The ePermissions plugin for WordPress versions up to and including 1.2 contains a reflected cross-site scripting (XSS) vulnerability due to improper neutralization of user-supplied input during web page generation [1]. This means the plugin fails to sanitize or escape input before it is included in output, allowing an attacker to inject malicious HTML or JavaScript code into a dynamically generated page.

Exploitation requires user interaction: the targeted user must click on a crafted link, submit a form, or visit a specially prepared page [1]. No authentication is needed to initiate the attack, but the victim must be a privileged user (such as an administrator) to complete the exploitation flow. The attack vector is network-based, making it possible to launch remote attacks against any vulnerable WordPress site.

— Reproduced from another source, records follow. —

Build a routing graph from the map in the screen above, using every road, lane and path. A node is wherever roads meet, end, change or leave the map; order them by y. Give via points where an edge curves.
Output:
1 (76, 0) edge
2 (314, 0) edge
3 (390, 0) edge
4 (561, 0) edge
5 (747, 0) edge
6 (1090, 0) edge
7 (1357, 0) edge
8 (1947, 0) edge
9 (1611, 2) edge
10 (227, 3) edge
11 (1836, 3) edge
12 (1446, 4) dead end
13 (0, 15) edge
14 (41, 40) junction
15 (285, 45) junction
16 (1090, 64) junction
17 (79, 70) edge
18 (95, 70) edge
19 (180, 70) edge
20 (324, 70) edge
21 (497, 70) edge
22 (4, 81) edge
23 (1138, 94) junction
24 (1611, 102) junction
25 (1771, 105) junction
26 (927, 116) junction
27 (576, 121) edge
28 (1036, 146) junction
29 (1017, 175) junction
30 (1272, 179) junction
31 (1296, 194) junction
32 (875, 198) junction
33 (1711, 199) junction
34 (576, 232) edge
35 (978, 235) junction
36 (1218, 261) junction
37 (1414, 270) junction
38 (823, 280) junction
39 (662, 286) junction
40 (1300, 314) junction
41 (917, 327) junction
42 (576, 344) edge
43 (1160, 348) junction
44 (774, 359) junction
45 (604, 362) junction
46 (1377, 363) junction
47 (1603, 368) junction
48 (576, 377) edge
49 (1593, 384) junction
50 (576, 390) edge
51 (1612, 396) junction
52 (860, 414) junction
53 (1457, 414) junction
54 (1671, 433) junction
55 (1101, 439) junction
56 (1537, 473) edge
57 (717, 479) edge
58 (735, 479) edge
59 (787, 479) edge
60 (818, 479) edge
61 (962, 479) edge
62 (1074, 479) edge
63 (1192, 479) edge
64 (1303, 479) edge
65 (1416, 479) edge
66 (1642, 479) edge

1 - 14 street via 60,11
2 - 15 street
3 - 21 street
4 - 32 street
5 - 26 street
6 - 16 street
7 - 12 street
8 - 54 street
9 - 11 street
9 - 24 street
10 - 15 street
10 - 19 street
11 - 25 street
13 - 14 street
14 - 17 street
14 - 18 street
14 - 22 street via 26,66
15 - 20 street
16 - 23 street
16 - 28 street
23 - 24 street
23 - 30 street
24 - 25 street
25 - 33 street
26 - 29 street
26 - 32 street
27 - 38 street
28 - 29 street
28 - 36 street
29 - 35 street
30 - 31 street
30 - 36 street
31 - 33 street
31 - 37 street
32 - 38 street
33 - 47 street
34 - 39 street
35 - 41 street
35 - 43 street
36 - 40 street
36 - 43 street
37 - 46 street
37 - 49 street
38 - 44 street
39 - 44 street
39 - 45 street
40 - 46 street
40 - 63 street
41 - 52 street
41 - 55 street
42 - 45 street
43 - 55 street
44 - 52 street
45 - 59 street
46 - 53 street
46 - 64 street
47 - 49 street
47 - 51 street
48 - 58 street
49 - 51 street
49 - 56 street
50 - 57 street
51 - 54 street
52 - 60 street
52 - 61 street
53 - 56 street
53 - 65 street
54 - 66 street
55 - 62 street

Successful exploitation allows an attacker to inject arbitrary scripts that execute in the context of the victim's browser. This can lead to malicious actions such as redirecting visitors to attacker-controlled sites, displaying unwanted advertisements, or injecting other HTML payloads [1]. Such vulnerabilities are commonly used in mass-exploit campaigns targeting thousands of websites simultaneously [1].

As a mitigation, the vendor has not yet released an official patch, but Patchstack has issued a mitigation rule to block attacks [1]. The recommended immediate action for site administrators is to update the plugin as soon as a fix becomes available, or to contact their hosting provider for assistance [1].